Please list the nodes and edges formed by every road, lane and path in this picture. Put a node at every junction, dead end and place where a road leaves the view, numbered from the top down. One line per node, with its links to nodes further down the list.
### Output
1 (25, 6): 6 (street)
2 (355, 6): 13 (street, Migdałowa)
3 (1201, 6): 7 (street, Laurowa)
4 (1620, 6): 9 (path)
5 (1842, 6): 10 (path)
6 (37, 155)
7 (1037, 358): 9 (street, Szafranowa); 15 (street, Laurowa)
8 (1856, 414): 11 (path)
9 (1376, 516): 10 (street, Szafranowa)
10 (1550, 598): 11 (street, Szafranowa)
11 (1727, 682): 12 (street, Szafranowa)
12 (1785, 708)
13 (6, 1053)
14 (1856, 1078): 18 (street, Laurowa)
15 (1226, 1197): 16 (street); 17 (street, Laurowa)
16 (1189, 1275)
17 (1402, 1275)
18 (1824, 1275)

---

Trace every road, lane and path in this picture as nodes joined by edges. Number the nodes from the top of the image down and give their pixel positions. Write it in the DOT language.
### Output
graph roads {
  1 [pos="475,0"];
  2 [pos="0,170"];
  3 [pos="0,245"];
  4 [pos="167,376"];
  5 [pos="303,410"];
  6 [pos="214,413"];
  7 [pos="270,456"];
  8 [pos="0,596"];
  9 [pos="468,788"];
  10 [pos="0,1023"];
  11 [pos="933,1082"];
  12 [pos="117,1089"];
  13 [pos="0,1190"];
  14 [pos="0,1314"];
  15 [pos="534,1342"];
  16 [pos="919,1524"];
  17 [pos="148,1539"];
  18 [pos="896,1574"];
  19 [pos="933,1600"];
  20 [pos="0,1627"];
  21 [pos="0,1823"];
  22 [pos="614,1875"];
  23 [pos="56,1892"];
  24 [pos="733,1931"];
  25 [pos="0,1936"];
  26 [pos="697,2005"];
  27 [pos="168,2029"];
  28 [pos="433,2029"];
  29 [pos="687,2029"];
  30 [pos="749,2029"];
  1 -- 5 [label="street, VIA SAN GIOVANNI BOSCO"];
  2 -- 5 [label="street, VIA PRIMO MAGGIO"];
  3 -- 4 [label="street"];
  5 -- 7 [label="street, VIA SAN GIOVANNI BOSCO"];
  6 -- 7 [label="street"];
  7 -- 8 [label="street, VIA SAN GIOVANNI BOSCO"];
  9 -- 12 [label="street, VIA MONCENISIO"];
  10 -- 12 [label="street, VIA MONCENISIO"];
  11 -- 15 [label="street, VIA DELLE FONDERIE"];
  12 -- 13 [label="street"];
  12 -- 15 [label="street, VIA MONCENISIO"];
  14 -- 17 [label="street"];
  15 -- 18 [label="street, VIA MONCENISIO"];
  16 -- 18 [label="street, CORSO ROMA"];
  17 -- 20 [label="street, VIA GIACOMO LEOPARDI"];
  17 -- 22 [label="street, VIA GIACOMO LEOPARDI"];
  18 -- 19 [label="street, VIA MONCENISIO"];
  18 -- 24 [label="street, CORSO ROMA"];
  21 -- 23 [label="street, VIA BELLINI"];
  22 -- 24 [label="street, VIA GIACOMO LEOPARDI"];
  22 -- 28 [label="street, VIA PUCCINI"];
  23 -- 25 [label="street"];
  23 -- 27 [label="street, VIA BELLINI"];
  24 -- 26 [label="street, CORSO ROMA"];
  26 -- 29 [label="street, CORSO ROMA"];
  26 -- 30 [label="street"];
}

▶ [Work to complete]: Determine the number of lines in the data that contain "every" as a word or string, and state only that number.

▶ [Written solution]: 2